In no particular order: - Kimchi asks for jenkins coverage #105

you mixed up 2 requests: #105 Jenkins server for oVirt Kimchi incubator project personally, i'm not familiar with Kimchi, but considering our very limited resources now on ovirt (both physical resources like servers/storage/etc... and especially human resources which right now is mostly dcaro handling multiple failures on infra issues on jenkins). but if they are willing to pitch in with resources such as hosts and people to support jenkins failures, we can consider integrating them into jenkins.ovirt.org, otherwise i think we can mostly give support in knowledge #107 Enable coverage report during vdsm unit and functional tests, again, will be handles after most issues will be resolved with infra, unless someone from the vdsm team power users is ready to take this on.

...

- ditto standing up an Ubuntu test instance was requested

at first, a minidell was thought to be added, but due to the lack of resources for running findbugs/other per patch tests it was decided to allocate it to fedora/centos for now. we can reinstall on of the rackspace vms for that.

...

- Disk space issues on lists were hit on a transient basis Sunday

this is a well known hurting issue, i think we should address that ASAP, either buy purchasing a storage server running SSD's from softlayer or expanding the 50GB disk we have now on linode (how much it costs to add a 100-200 GB disk there?)

...

- I have observed wink outages on gerrit, and lists of less than an hour's duration

gerrit is a major issue which we suffer almost on a daily basis, not sure if it's from tlv slow network or the VM itself needs to migrate to a much more strong infra with high-availability feature.

...

- linnode PTR and it turns out A and AAAA record have not proceded, as the request was being 'sat on' This is really needed to solve an email filtering issue at Comcast, and one assumes other ISPs, They also examine this data, along with _SPF TXT records.

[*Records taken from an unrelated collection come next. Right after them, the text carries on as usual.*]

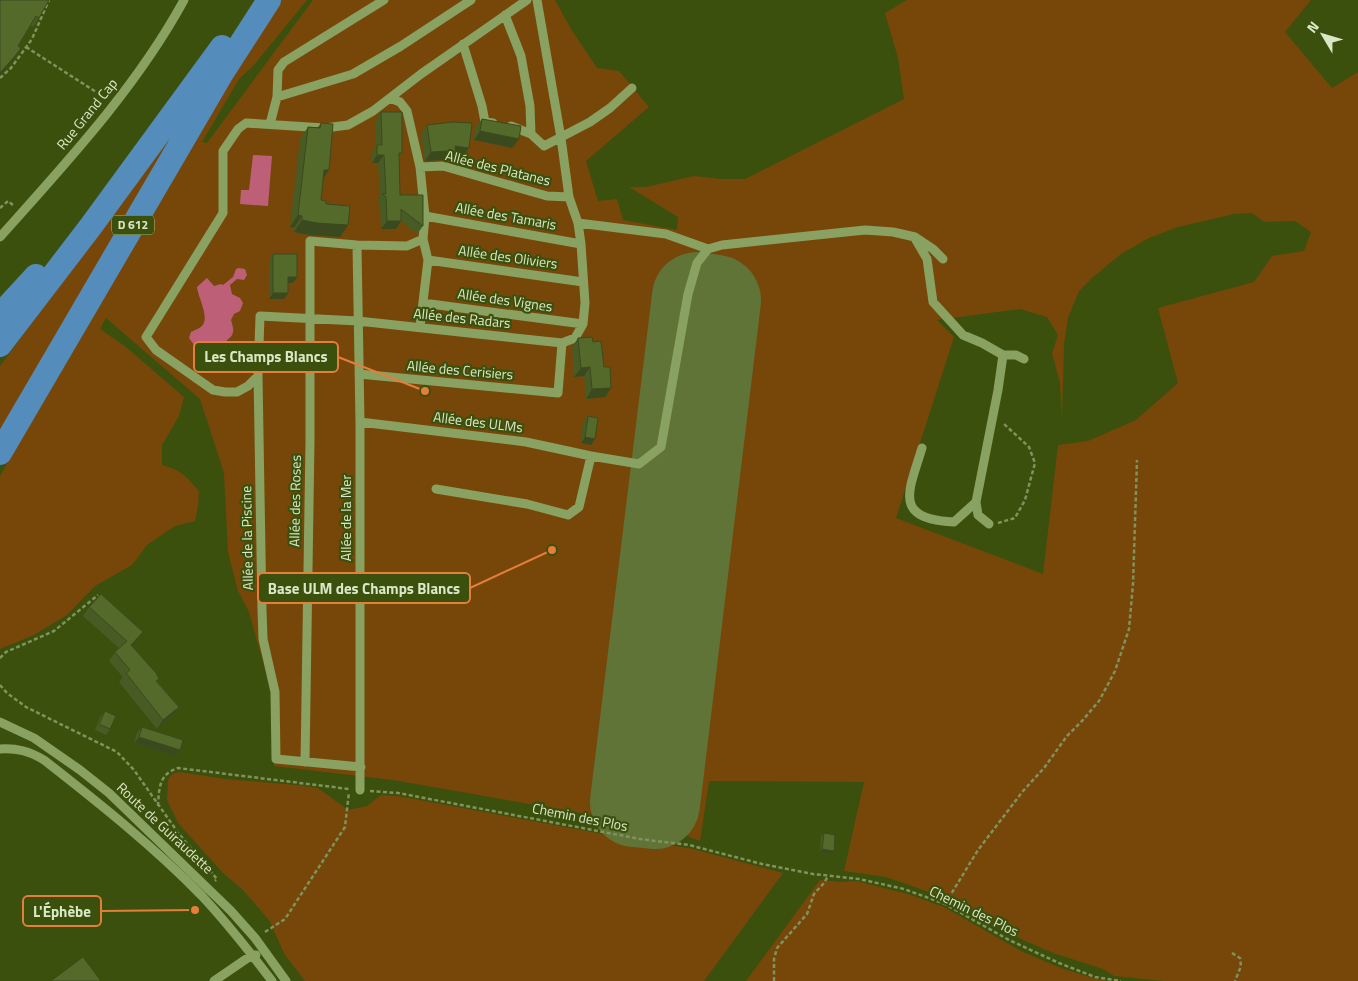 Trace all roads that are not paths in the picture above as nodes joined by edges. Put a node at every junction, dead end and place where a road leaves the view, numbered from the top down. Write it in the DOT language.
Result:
graph roads {
  1 [pos="184,0"];
  2 [pos="256,0"];
  3 [pos="270,0"];
  4 [pos="384,0"];
  5 [pos="472,0"];
  6 [pos="527,0"];
  7 [pos="537,0"];
  8 [pos="514,4"];
  9 [pos="505,15"];
  10 [pos="463,44"];
  11 [pos="205,70"];
  12 [pos="632,88"];
  13 [pos="277,97"];
  14 [pos="390,98"];
  15 [pos="270,124"];
  16 [pos="531,134"];
  17 [pos="561,138"];
  18 [pos="420,167"];
  19 [pos="569,197"];
  20 [pos="425,216"];
  21 [pos="578,223"];
  22 [pos="0,237"];
  23 [pos="915,237"];
  24 [pos="422,239"];
  25 [pos="582,244"];
  26 [pos="357,245"];
  27 [pos="708,249"];
  28 [pos="943,259"];
  29 [pos="428,260"];
  30 [pos="584,282"];
  31 [pos="422,303"];
  32 [pos="0,315"];
  33 [pos="260,316"];
  34 [pos="310,318"];
  35 [pos="358,321"];
  36 [pos="583,324"];
  37 [pos="420,327"];
  38 [pos="562,343"];
  39 [pos="0,345"];
  40 [pos="1003,355"];
  41 [pos="1024,359"];
  42 [pos="359,374"];
  43 [pos="258,376"];
  44 [pos="360,422"];
  45 [pos="922,448"];
  46 [pos="0,453"];
  47 [pos="591,456"];
  48 [pos="436,489"];
  49 [pos="976,502"];
  50 [pos="989,524"];
  51 [pos="0,722"];
  52 [pos="0,749"];
  53 [pos="305,762"];
  54 [pos="361,767"];
  55 [pos="360,790"];
  56 [pos="252,955"];
  57 [pos="214,981"];
  58 [pos="272,981"];
  59 [pos="280,981"];
  60 [pos="286,981"];
  1 -- 22 [label="street, Rue Grand Cap"];
  2 -- 11 [label="highway, D 612"];
  3 -- 46 [label="highway, D 612"];
  4 -- 13 [label="street"];
  5 -- 13 [label="street"];
  6 -- 8 [label="street"];
  7 -- 17 [label="street"];
  8 -- 9 [label="street"];
  9 -- 10 [label="street"];
  9 -- 16 [label="street"];
  10 -- 14 [label="street"];
  10 -- 16 [label="street"];
  11 -- 32 [label="highway, D 612"];
  11 -- 39 [label="highway, D 612"];
  12 -- 17 [label="street"];
  13 -- 15 [label="street"];
  14 -- 15 [label="street"];
  14 -- 18 [label="street"];
  15 -- 43 [label="street"];
  16 -- 17 [label="street"];
  17 -- 19 [label="street"];
  18 -- 19 [label="street, Allée des Platanes"];
  18 -- 20 [label="street"];
  19 -- 21 [label="street"];
  20 -- 24 [label="street"];
  20 -- 25 [label="street, Allée des Tamaris"];
  21 -- 25 [label="street"];
  21 -- 27 [label="street"];
  23 -- 27 [label="street"];
  23 -- 28 [label="street"];
  23 -- 40 [label="street"];
  24 -- 26 [label="street"];
  24 -- 29 [label="street"];
  25 -- 30 [label="street"];
  26 -- 34 [label="street, Allée des Roses"];
  26 -- 35 [label="street, Allée de la Mer"];
  27 -- 47 [label="street, Allée des ULMs"];
  29 -- 30 [label="street, Allée des Oliviers"];
  29 -- 31 [label="street"];
  30 -- 36 [label="street"];
  31 -- 36 [label="street, Allée des Vignes"];
  31 -- 37 [label="street"];
  33 -- 34 [label="street, Allée des Radars"];
  33 -- 43 [label="street, Allée de la Piscine"];
  34 -- 35 [label="street, Allée des Radars"];
  34 -- 53 [label="street, Allée des Roses"];
  35 -- 37 [label="street, Allée des Radars"];
  35 -- 42 [label="street, Allée de la Mer"];
  36 -- 38 [label="street"];
  37 -- 38 [label="street, Allée des Radars"];
  38 -- 42 [label="street, Allée des Cerisiers"];
  40 -- 41 [label="street"];
  40 -- 49 [label="street"];
  42 -- 44 [label="street, Allée de la Mer"];
  43 -- 53 [label="street, Allée de la Piscine"];
  44 -- 47 [label="street, Allée des ULMs"];
  44 -- 54 [label="street, Allée de la Mer"];
  45 -- 49 [label="street"];
  47 -- 48 [label="street"];
  49 -- 50 [label="street"];
  51 -- 60 [label="street, Route de Guiraudette"];
  52 -- 56 [label="street, Route de Guiraudette"];
  53 -- 54 [label="street"];
  54 -- 55 [label="street, Allée de la Mer"];
  56 -- 57 [label="street"];
  56 -- 58 [label="street, Route de Guiraudette"];
  56 -- 59 [label="street, Route de Guiraudette"];
} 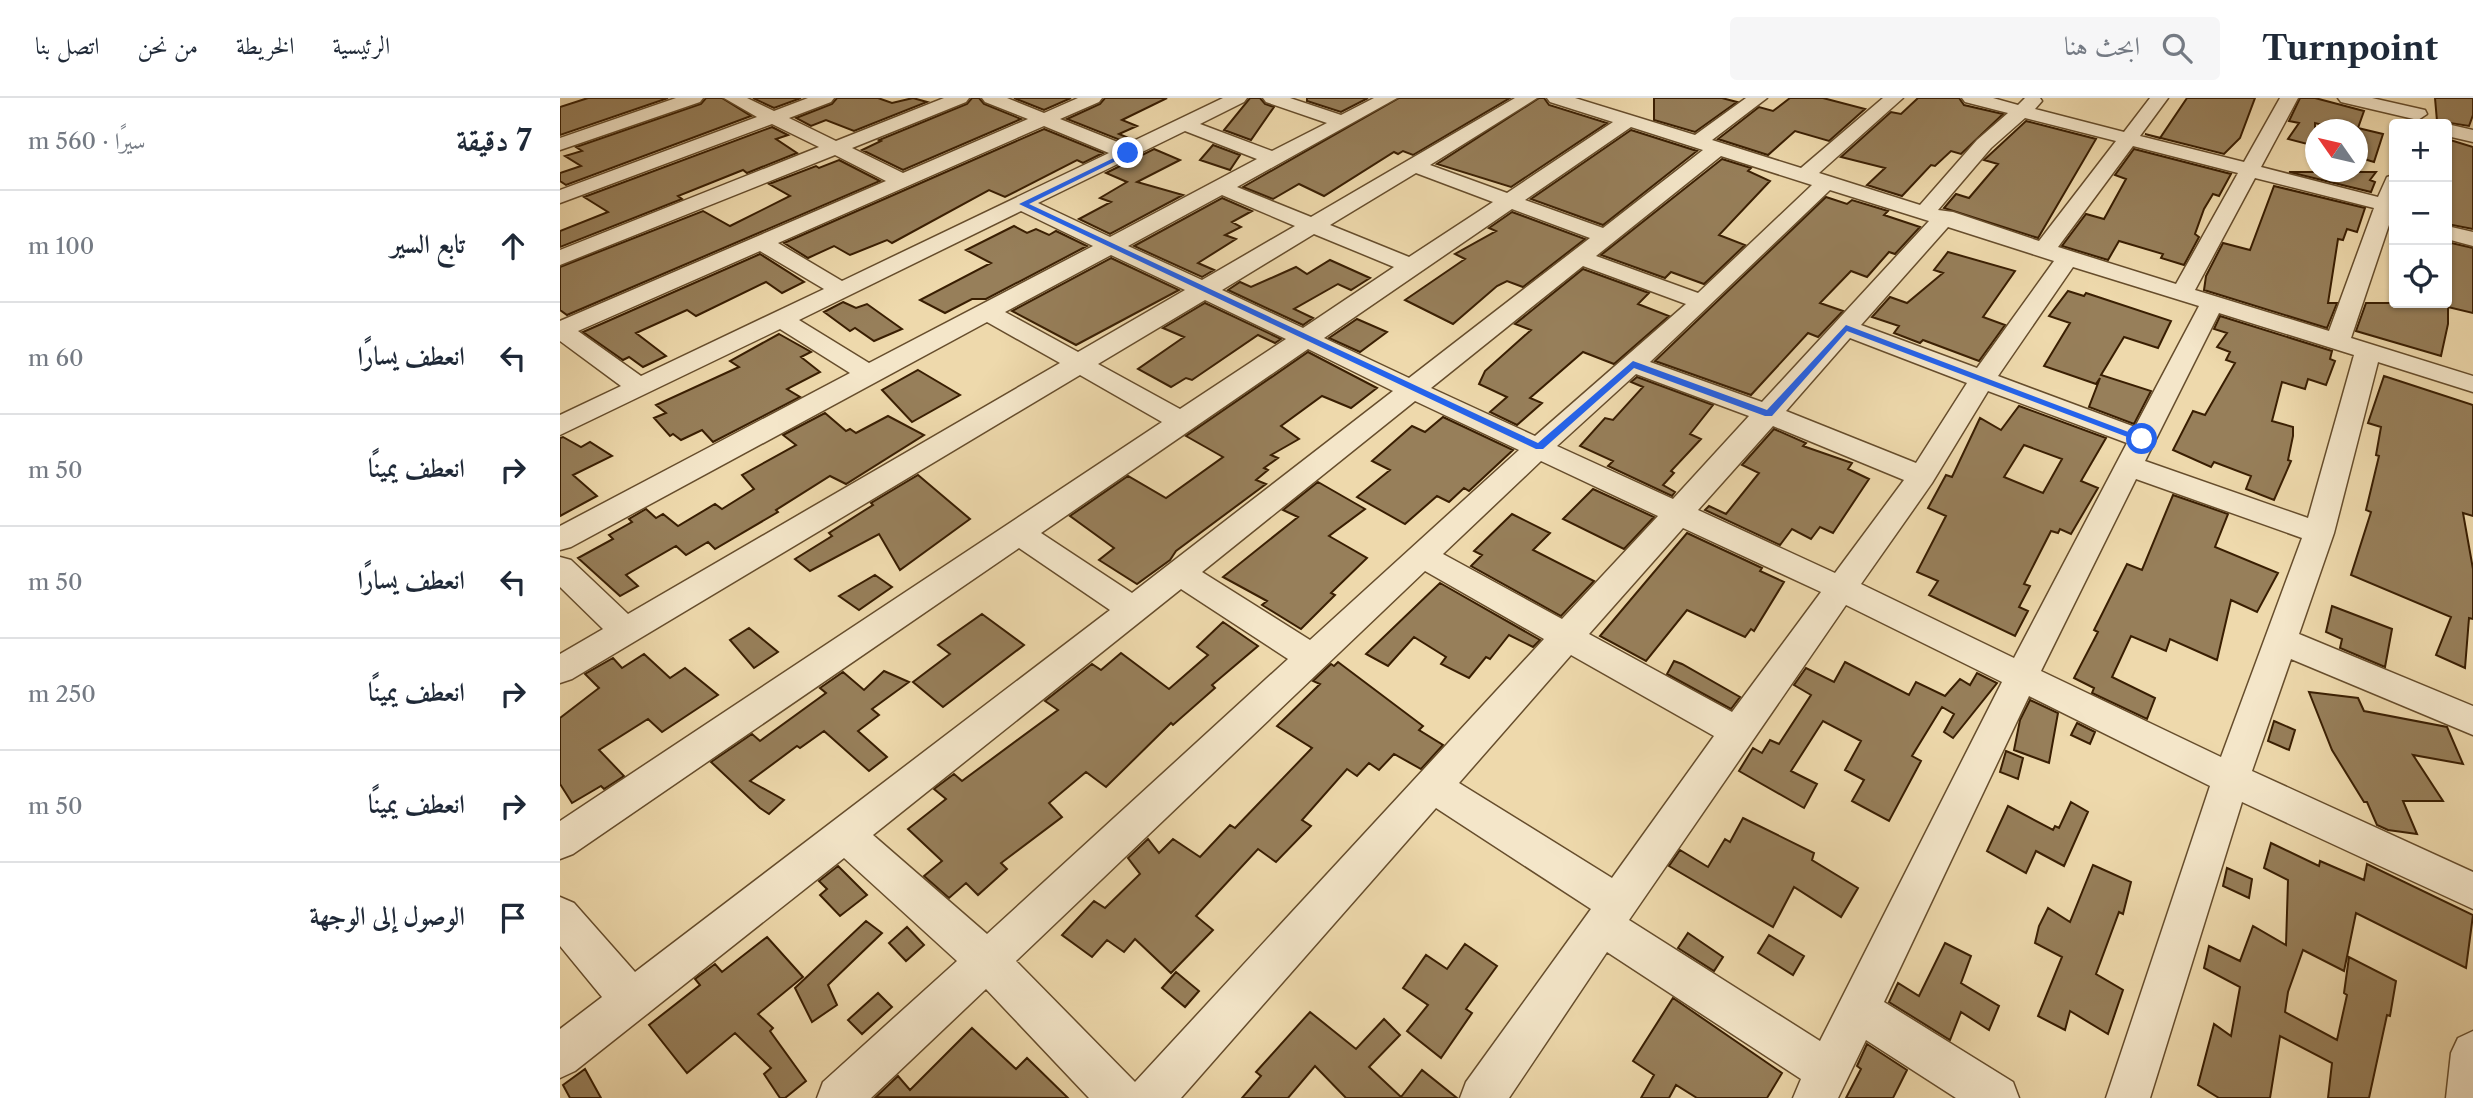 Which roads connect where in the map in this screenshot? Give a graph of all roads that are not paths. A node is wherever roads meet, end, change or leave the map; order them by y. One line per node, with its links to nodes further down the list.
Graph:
1 (694, 98): 28 (street)
2 (733, 98): 20 (street)
3 (825, 98): 20 (street)
4 (960, 98): 32 (street)
5 (991, 98): 22 (street)
6 (1093, 98): 22 (street)
7 (1238, 98): 24 (street)
8 (1272, 98): 23 (street)
9 (1388, 98): 23 (street)
10 (1528, 98): 35 (street)
11 (1556, 98): 19 (street)
12 (1758, 98): 31 (street)
13 (1894, 98): 37 (street)
14 (1971, 98): 18 (street)
15 (2159, 98): 29 (street)
16 (2289, 98): 36 (street)
17 (2347, 98): 21 (street)
18 (2029, 104): 29 (street); 45 (street)
19 (1619, 110): 31 (street); 42 (street)
20 (773, 117): 32 (street); 41 (street)
21 (2420, 117)
22 (1045, 120): 33 (street); 38 (street)
23 (1342, 122): 34 (street)
24 (1186, 125): 33 (street); 34 (street)
25 (560, 126): 28 (street)
26 (2452, 131): 27 (street)
27 (2473, 136)
28 (580, 137): 30 (street)
29 (2130, 138): 36 (street); 52 (street)
30 (560, 144)
31 (1710, 144): 37 (street); 48 (street)
32 (837, 148): 38 (street); 53 (street)
33 (1128, 153): 43 (street)
34 (1274, 159): 40 (street)
35 (1415, 166): 42 (street); 46 (street)
36 (2250, 170): 44 (street); 58 (street)
37 (1816, 178): 45 (street); 59 (street)
38 (903, 181): 50 (street)
39 (2394, 182): 44 (street)
40 (1222, 188): 46 (street); 51 (street)
41 (560, 197)
42 (1510, 202): 48 (street); 55 (street)
43 (1023, 204): 51 (street); 57 (street)
44 (2387, 213): 65 (street)
45 (1935, 214): 52 (street); 62 (street)
46 (1313, 227): 55 (street); 56 (street)
47 (2452, 234): 49 (street)
48 (1606, 237): 54 (street)
49 (2473, 239)
50 (760, 242): 57 (street); 63 (street)
51 (1112, 246): 56 (street); 60 (street)
52 (2057, 252): 58 (street); 69 (street)
53 (560, 258)
54 (1581, 258): 59 (street); 72 (street)
55 (1411, 267): 64 (street)
56 (1203, 290): 64 (street); 66 (street)
57 (843, 291): 61 (street)
58 (2197, 298): 65 (street); 77 (street)
59 (1702, 302): 67 (street)
60 (988, 312): 66 (street); 68 (street)
61 (782, 320): 68 (street); 71 (street)
62 (1846, 328): 69 (street); 73 (street)
63 (560, 329): 71 (street)
64 (1306, 338): 72 (street); 74 (street)
65 (2352, 346): 70 (street); 81 (street)
66 (1077, 362): 74 (street); 88 (street)
67 (1633, 364): 73 (street); 76 (street)
68 (869, 374): 82 (street)
69 (1982, 380): 77 (street); 78 (street)
70 (2473, 384)
71 (640, 388): 75 (street)
72 (1413, 390): 76 (street); 85 (street)
73 (1769, 414): 78 (street); 79 (street)
74 (1181, 421): 80 (street)
75 (560, 426)
76 (1539, 447): 79 (street); 83 (street)
77 (2135, 452): 81 (street); 93 (street)
78 (1922, 477): 86 (street)
79 (1678, 514): 86 (street); 89 (street)
80 (1017, 533): 87 (street); 99 (street)
81 (2319, 533): 90 (street)
82 (560, 539)
83 (1422, 556): 89 (street); 91 (street)
84 (560, 568): 88 (street)
85 (1180, 573): 87 (street); 91 (street)
86 (1842, 589): 93 (street); 95 (street)
87 (1133, 610): 98 (street)
88 (625, 631): 92 (street)
89 (1567, 637): 95 (street); 97 (street)
90 (2279, 639): 94 (street); 96 (street)
91 (1312, 658): 103 (street)
92 (560, 670)
93 (2021, 677): 96 (street); 105 (street)
94 (2473, 721)
95 (1737, 732): 101 (street)
96 (2231, 779): 100 (street); 114 (street)
97 (1433, 786): 101 (street); 111 (street)
98 (845, 834): 103 (street); 104 (street)
99 (560, 842)
100 (2473, 891)
101 (1610, 915): 108 (street); 112 (street)
102 (560, 916): 104 (street)
103 (988, 962): 109 (street); 110 (street)
104 (632, 1000): 107 (street)
105 (1859, 1012): 108 (street); 113 (street)
106 (2473, 1053): 115 (street)
107 (560, 1056)
108 (1822, 1085)
109 (839, 1098)
110 (1119, 1098)
111 (1151, 1098)
112 (1482, 1098)
113 (1997, 1098)
114 (2128, 1098)
115 (2468, 1098)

DNS management is weak as responsibility and capability to solve are not unified here

- the gerrit is sluggish for unknown reasons doing version control CO's (several reports) ... possible BW limitations on some link paths?

possible post the upgrade to 2.8?

...

- jenkins got a 'just in case' reboot last week, but no root cause analysis was performed

i belive i know the reason for the reboot, which was jobs being stuck and running for hours. this issue was solved by dcaro for finding root cause on findbugs job running for more than one hour due to an option enabled on the job, comparing to older builds results, disabling that reduced time to 15 min.

...

Personally I am building a 'knock-off' iscsi and NFS unit, based on the QNAP doco and git content, for oVirt testing locally, ... particularly performance timing trials

all in all, we're suffering from a limited infra on jenkins due to slow network connection i belive to tlv office (mini dells) and high load on rackspace servers (which we are schedule to migrate from). decision on migration to softlayer is on halt due to limited budget and consideration on the optimal layout, i'll try to bring up a suggestion on the next meeting. Eyal.

...

-- -- end ================================== .-- -... ---.. ... -.- -.-- Copyright (C) 2014 R P Herrold herrold@owlriver.com My words are not deathless prose, but they are mine. _______________________________________________ Infra mailing list Infra@ovirt.org http://lists.ovirt.org/mailman/listinfo/infra

Eyal Edri

5:14 p.m.

one more pending item: upgrading jenkins to latest LTS + updating jenkins plugins. seems like lots of issues are fixed and we should upgrade. eyal. ----- Original Message -----

...

From: "Eyal Edri" <eedri@redhat.com> To: "R P Herrold" <herrold@owlriver.com>, "Kiril Nesenko" <knesenko@redhat.com>, "David Caro Estevez" <dcaroest@redhat.com> Cc: "oVirt infrastructure ML" <infra@ovirt.org> Sent: Wednesday, January 22, 2014 6:05:29 PM Subject: Re: Infra issu retrospective

----- Original Message -----

...
From: "R P Herrold" <herrold@owlriver.com> To: "oVirt infrastructure ML" <infra@ovirt.org> Sent: Wednesday, January 22, 2014 5:35:31 PM Subject: Infra issu retrospective

for the weekly sync, I see the following matters

I was absent Monday for an appt, and do not see an email with minutes.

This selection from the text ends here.